By Karen Tucker
The wind’s from the north in the meadow today,
It’s kept the young kids and day trippers away.
But I’m out getting muddy and watching the rooks,
And standing on bridges by babbling brooks.
A kingfisher sits motionless in a tree;
It’s his orange waistcoat that shows him to me.
And then, oh he’s off, in a flash of blue wings,
Skimming the surface and looking for fins.
A grey wagtail wanders the shallows alone,
Dipping his beak, then he flies away home.
A bright streak of yellow, then gone from my sight.
Will I see him again? Well, I guess I just might!
Pussy willow buds forming attract my attention,
And willows leaves budding are just worth a mention.
The wind-fallen branches that litter my path
Bear eloquent witness to past winter blasts.
I’m walking a route that in summer will be
A tangle of rushes, not easy to see.
So I’m taking advantage of light vegetation
Pursuing my rambling perambulation.
The joggers and dog walkers pass at my back,
They follow the pavements while I walk the track.
A low-flying chopper the seagulls disturbs –
An unwelcome reminder I’m in the suburbs!
I reach down and pick up a souvenir feather.

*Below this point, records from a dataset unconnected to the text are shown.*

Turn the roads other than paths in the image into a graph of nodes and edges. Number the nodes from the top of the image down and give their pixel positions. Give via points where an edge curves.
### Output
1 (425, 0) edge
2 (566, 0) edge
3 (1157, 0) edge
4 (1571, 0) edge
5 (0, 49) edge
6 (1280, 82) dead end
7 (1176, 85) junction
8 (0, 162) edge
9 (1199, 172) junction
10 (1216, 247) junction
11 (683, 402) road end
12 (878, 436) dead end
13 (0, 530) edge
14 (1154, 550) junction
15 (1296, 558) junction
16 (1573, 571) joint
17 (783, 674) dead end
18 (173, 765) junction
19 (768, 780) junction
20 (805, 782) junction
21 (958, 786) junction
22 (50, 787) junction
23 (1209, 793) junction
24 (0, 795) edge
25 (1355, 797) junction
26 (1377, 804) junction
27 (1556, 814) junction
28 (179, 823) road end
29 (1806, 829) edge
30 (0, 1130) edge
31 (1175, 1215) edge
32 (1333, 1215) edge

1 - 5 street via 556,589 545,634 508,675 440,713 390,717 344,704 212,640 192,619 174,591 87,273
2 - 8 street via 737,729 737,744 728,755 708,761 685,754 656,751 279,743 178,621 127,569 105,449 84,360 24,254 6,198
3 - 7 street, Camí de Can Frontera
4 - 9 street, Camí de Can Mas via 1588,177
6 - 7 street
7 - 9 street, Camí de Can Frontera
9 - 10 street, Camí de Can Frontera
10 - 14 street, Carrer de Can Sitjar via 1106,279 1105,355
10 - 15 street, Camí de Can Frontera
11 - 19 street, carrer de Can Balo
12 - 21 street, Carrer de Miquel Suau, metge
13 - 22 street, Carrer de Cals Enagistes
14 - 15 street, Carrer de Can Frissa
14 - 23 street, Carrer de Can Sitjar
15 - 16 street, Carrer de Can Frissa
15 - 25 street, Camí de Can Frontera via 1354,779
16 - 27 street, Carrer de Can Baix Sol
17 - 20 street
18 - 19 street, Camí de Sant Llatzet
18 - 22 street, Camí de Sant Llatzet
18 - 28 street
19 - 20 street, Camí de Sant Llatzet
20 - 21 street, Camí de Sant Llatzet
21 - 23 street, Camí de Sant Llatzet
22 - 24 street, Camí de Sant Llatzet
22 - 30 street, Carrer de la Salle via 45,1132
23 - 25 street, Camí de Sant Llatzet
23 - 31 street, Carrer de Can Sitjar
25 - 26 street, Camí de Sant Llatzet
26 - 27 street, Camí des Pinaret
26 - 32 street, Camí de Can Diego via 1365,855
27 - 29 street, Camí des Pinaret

My nose runs – it’s not keen on cold, windy weather.
But just as I pull out my hanky to blow it,
The wind takes my feather away – don’t you know it!
A black and white magpie treads on the air,
Then lands on a tree branch, thus forming a pair.
One is for sorrow, two joy, so they say –
Well, I’m having a good time so far today.
The wind is so strong and the air is so cold,
It’s bad news for you if you’re ill or you’re old
But dogs will still swim and birds will still fly,
They won’t catch their death here, and neither will I.
The sailing club’s having a ball on the lake.
They’re whizzing along and they’re raising a wake.
Though this wind is not quite to everyone’s liking,
It’s making their little craft move like greased lightning.